Stage 9, Friday 18 July 2008: Camelford to Tregadillet, 17 miles
I woke to rain outside the window. Clearly, this was to be a damp moor. But I like these. Roughtor is a fun rocky top, and Brown Willy the high point of Cornwall, but neither was a challenge with a clear tourist path from the road end. My route beyond was trackless, and I was heedful of the warning sign: ‘Beware quaking bogs’. In fact, my route was for the most part surprising firm, and despite visibility down to 100m, navigation was not too tricky across Buttern Hill and Bray Down, both littered with ancient cairns.
Cairns on Buttern Hill
Then there is a wonderful isloated pub just off the moor, the Rising Sun, which had the decency to serve hot oxtail broth in the middle of July! Beyond, it’s lowland walking, much on the Inny Valleys Walk (notorious for its wall stiles), before drying out on fast lane walking beyond Pipers’ Pool and past the Kestle Rings iron age hill fort.

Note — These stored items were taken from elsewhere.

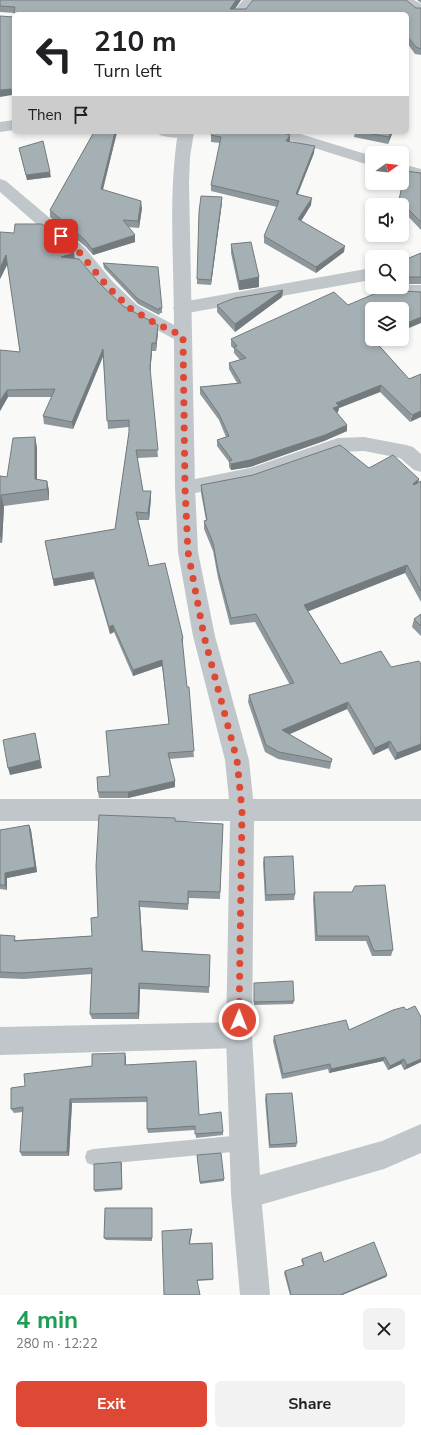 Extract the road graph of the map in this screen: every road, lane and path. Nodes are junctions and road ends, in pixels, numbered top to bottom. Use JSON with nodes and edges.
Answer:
{"nodes":[{"id":1,"x":250,"y":0,"type":"edge"},
{"id":2,"x":405,"y":0,"type":"edge"},
{"id":3,"x":421,"y":10,"type":"edge"},
{"id":4,"x":240,"y":12,"type":"edge"},
{"id":5,"x":12,"y":125,"type":"edge"},
{"id":6,"x":0,"y":127,"type":"edge"},
{"id":7,"x":179,"y":134,"type":"edge"},
{"id":8,"x":284,"y":134,"type":"edge"},
{"id":9,"x":365,"y":160,"type":"edge"},
{"id":10,"x":409,"y":171,"type":"edge"},
{"id":11,"x":421,"y":174,"type":"edge"},
{"id":12,"x":0,"y":184,"type":"edge"},
{"id":13,"x":365,"y":275,"type":"edge"},
{"id":14,"x":409,"y":290,"type":"edge"},
{"id":15,"x":421,"y":291,"type":"edge"},
{"id":16,"x":182,"y":308,"type":"junction"},
{"id":17,"x":183,"y":336,"type":"junction"},
{"id":18,"x":420,"y":462,"type":"edge"},
{"id":19,"x":185,"y":488,"type":"junction"},
{"id":20,"x":0,"y":810,"type":"edge"},
{"id":21,"x":242,"y":810,"type":"junction"},
{"id":22,"x":421,"y":810,"type":"edge"},
{"id":23,"x":239,"y":1035,"type":"junction"},
{"id":24,"x":0,"y":1041,"type":"edge"},
{"id":25,"x":421,"y":1138,"type":"edge"},
{"id":26,"x":243,"y":1143,"type":"junction"},
{"id":27,"x":93,"y":1157,"type":"dead end"},
{"id":28,"x":246,"y":1194,"type":"junction"},
{"id":29,"x":255,"y":1295,"type":"edge"}],
"edges":[{"from":1,"to":4,"type":"street"},
{"from":2,"to":3,"type":"street"},
{"from":5,"to":6,"type":"street"},
{"from":7,"to":16,"type":"street"},
{"from":8,"to":9,"type":"street"},
{"from":10,"to":11,"type":"street"},
{"from":12,"to":17,"type":"street"},
{"from":13,"to":16,"type":"street"},
{"from":14,"to":15,"type":"street"},
{"from":16,"to":17,"type":"street"},
{"from":17,"to":19,"type":"street"},
{"from":18,"to":19,"type":"street"},
{"from":19,"to":21,"type":"street"},
{"from":20,"to":21,"type":"street"},
{"from":21,"to":22,"type":"street"},
{"from":21,"to":23,"type":"street"},
{"from":23,"to":24,"type":"street"},
{"from":23,"to":26,"type":"street"},
{"from":25,"to":28,"type":"street"},
{"from":26,"to":27,"type":"lane"},
{"from":26,"to":28,"type":"street"},
{"from":28,"to":29,"type":"street"}]} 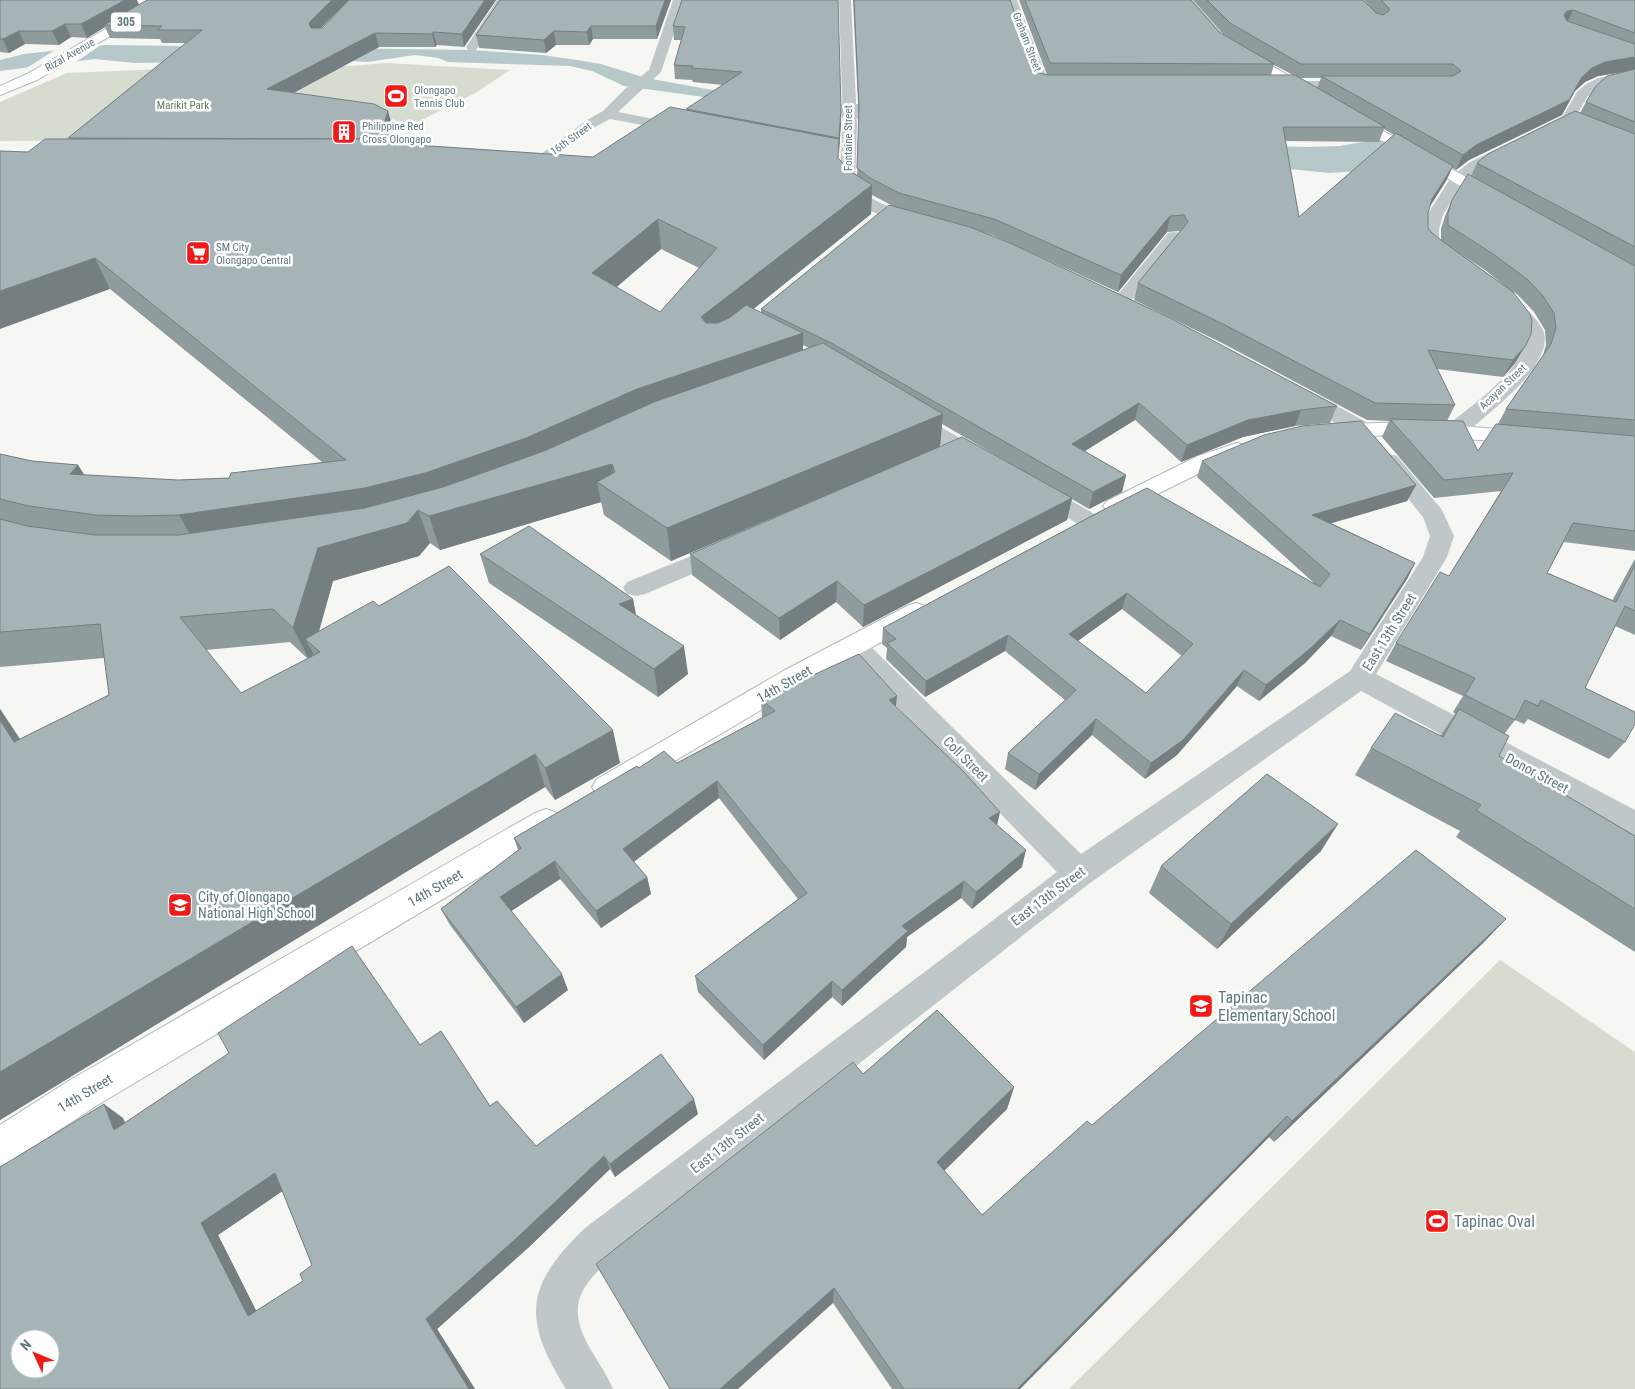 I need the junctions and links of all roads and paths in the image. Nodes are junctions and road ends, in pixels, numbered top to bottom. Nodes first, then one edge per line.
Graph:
1 (503, 0) edge
2 (679, 0) edge
3 (845, 0) edge
4 (1011, 0) edge
5 (1185, 0) edge
6 (163, 1) edge
7 (142, 2) edge
8 (472, 47) dead end
9 (1635, 75) edge
10 (1079, 83) edge
11 (1259, 85) edge
12 (1368, 85) edge
13 (1299, 86) junction
14 (0, 91) edge
15 (1324, 100) edge
16 (1340, 110) edge
17 (608, 114) junction
18 (1568, 119) junction
19 (1585, 126) edge
20 (701, 132) edge
21 (831, 159) edge
22 (849, 162) junction
23 (499, 164) edge
24 (1457, 179) junction
25 (1508, 207) edge
26 (886, 212) junction
27 (871, 224) edge
28 (939, 225) edge
29 (1174, 237) edge
30 (1470, 270) edge
31 (1491, 286) edge
32 (1138, 311) edge
33 (1289, 387) edge
34 (893, 407) edge
35 (1360, 428) junction
36 (1455, 431) junction
37 (1304, 434) edge
38 (1550, 439) edge
39 (1260, 442) edge
40 (961, 448) junction
41 (934, 460) edge
42 (1088, 520) junction
43 (1062, 534) edge
44 (744, 542) edge
45 (636, 588) dead end
46 (940, 599) edge
47 (853, 645) junction
48 (1360, 678) junction
49 (1635, 826) edge
50 (1078, 873) junction
51 (0, 1147) edge
52 (591, 1389) edge

1 - 8 street
2 - 17 street, 16th Street
3 - 22 street, Fontaine Street
4 - 10 street, Graham Street
5 - 13 main road
6 - 7 street
6 - 14 main road, Rizal Avenue / 305
9 - 18 street
11 - 13 street
12 - 13 street
13 - 15 main road
16 - 24 main road
17 - 20 street
17 - 23 street, 16th Street
18 - 19 street
18 - 24 street
21 - 22 street
22 - 26 street, Fontaine Street
24 - 25 main road
24 - 30 street
26 - 27 street
26 - 28 street, Fontaine Street
29 - 32 street
31 - 36 street, Acayan Street
33 - 35 street
34 - 40 street
35 - 36 main road
35 - 37 main road
35 - 48 street, East 13th Street
36 - 38 main road
39 - 42 main road
40 - 41 street
40 - 42 street
42 - 43 main road
44 - 45 street
46 - 47 main road, 14th Street
47 - 50 street, Coll Street
47 - 51 main road, 14th Street
48 - 49 street, Donor Street
48 - 50 street, East 13th Street
50 - 52 street, East 13th Street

Stage 10, Saturday 19 July 2008: Tregadillet to Lewdown (Devon), 12 miles
The rain just about stopped overnight. This was to be a brisk walk sandwiched between bus trips, not quite leisurely but good progress made. That meant no chance to look properly round Launceston, where I picked up the Two Castles Trail, which I was to follow all the way to Dartmoor. Devon is entered at, of course, the Tamar.
Forward to Devon
Accommodation and logistics
The Tinner’s Arms at Zennor is a great Cornish pub. On Gwithian Towans – what a find the B&B was; the Martins made me feel very welcome, blagged me a place at the local restaurant which I could not have achieved otherwise, and their Scots friends also down for the weekend were best friends with legendary West Ham penalty king Ray ‘Tonka’ Stewart! The De Wolf GH in Newquay was probably not bad for Newquay, the Well Parc Inn in Trevone was, then, a 70s time warp, and the Anchorage GH in Port Isaac is now self-catering. In Camelford I spent both nights at the Countryman Hotel, courtesy of the Camelford-to-Launceston bus service; a popular walkers’ hotel.
I made my way to Land’s End by sleeper train and local bus. Trevaunance Cove is close to St Agnes, where buses linked me to/from Truro and, again, the sleeper. From Tintagel, a bus/train combo via Bodmin took me to a work commitment in Plymouth (quick change needed!)